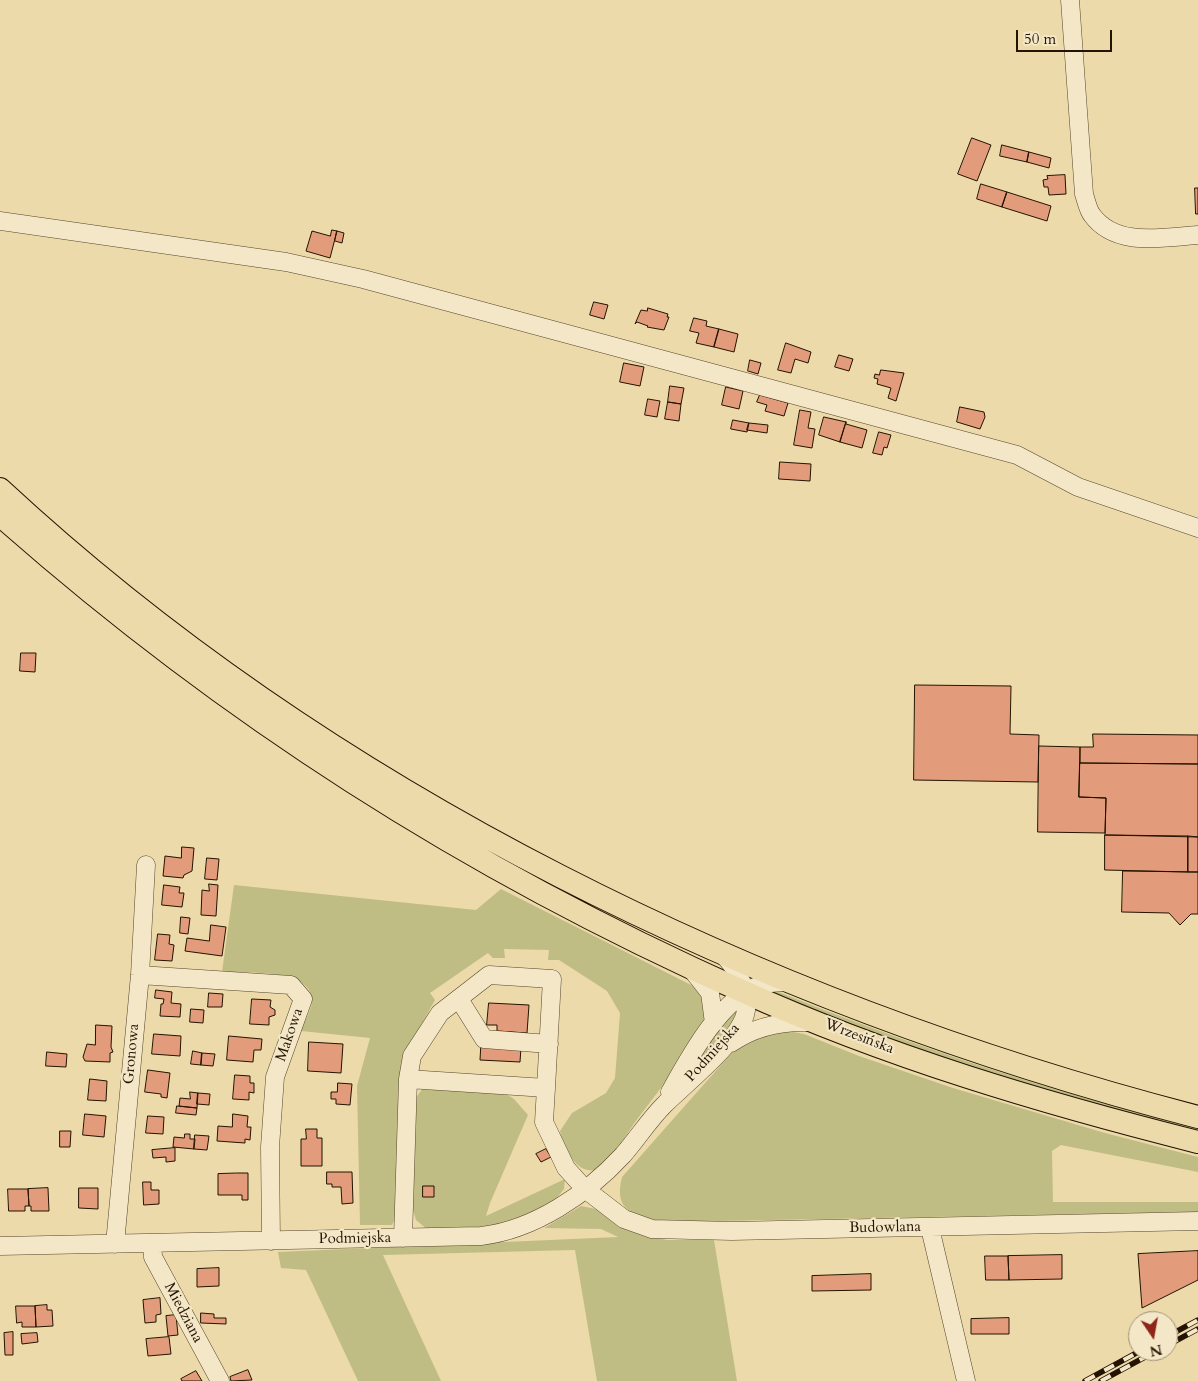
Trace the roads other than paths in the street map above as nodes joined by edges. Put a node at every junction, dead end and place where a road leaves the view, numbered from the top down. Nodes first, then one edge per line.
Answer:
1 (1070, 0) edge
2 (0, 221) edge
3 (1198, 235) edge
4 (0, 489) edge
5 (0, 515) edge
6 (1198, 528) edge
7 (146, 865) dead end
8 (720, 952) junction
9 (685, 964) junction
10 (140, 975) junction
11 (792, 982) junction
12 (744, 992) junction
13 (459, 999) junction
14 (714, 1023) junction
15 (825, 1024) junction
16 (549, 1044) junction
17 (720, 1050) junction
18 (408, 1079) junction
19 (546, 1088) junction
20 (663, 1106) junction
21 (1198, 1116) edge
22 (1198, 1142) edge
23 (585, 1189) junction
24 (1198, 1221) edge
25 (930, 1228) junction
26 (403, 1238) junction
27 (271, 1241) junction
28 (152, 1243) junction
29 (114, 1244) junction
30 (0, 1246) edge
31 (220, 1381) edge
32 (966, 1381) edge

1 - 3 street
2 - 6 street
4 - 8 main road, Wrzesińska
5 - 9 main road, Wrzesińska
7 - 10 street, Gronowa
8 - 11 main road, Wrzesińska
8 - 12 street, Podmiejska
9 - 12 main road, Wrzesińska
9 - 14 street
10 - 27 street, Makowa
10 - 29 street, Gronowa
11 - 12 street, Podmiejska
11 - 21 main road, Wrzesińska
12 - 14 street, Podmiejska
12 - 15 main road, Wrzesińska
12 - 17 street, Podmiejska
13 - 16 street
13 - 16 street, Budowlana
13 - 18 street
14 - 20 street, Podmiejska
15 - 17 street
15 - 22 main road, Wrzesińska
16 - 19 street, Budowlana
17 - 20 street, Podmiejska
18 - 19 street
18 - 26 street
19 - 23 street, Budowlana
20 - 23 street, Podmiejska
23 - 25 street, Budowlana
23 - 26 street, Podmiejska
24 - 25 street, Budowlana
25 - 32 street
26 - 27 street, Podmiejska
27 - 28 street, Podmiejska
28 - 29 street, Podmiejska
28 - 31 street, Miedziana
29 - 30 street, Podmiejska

== == ==

**Requirement:**
Restate the records above verbatim. Pictures stay out.

**Written answer:**
Trace the roads other than paths in the street map above as nodes joined by edges. Put a node at every junction, dead end and place where a road leaves the view, numbered from the top down. Nodes first, then one edge per line.
Answer:
1 (1070, 0) edge
2 (0, 221) edge
3 (1198, 235) edge
4 (0, 489) edge
5 (0, 515) edge
6 (1198, 528) edge
7 (146, 865) dead end
8 (720, 952) junction
9 (685, 964) junction
10 (140, 975) junction
11 (792, 982) junction
12 (744, 992) junction
13 (459, 999) junction
14 (714, 1023) junction
15 (825, 1024) junction
16 (549, 1044) junction
17 (720, 1050) junction
18 (408, 1079) junction
19 (546, 1088) junction
20 (663, 1106) junction
21 (1198, 1116) edge
22 (1198, 1142) edge
23 (585, 1189) junction
24 (1198, 1221) edge
25 (930, 1228) junction
26 (403, 1238) junction
27 (271, 1241) junction
28 (152, 1243) junction
29 (114, 1244) junction
30 (0, 1246) edge
31 (220, 1381) edge
32 (966, 1381) edge

1 - 3 street
2 - 6 street
4 - 8 main road, Wrzesińska
5 - 9 main road, Wrzesińska
7 - 10 street, Gronowa
8 - 11 main road, Wrzesińska
8 - 12 street, Podmiejska
9 - 12 main road, Wrzesińska
9 - 14 street
10 - 27 street, Makowa
10 - 29 street, Gronowa
11 - 12 street, Podmiejska
11 - 21 main road, Wrzesińska
12 - 14 street, Podmiejska
12 - 15 main road, Wrzesińska
12 - 17 street, Podmiejska
13 - 16 street
13 - 16 street, Budowlana
13 - 18 street
14 - 20 street, Podmiejska
15 - 17 street
15 - 22 main road, Wrzesińska
16 - 19 street, Budowlana
17 - 20 street, Podmiejska
18 - 19 street
18 - 26 street
19 - 23 street, Budowlana
20 - 23 street, Podmiejska
23 - 25 street, Budowlana
23 - 26 street, Podmiejska
24 - 25 street, Budowlana
25 - 32 street
26 - 27 street, Podmiejska
27 - 28 street, Podmiejska
28 - 29 street, Podmiejska
28 - 31 street, Miedziana
29 - 30 street, Podmiejska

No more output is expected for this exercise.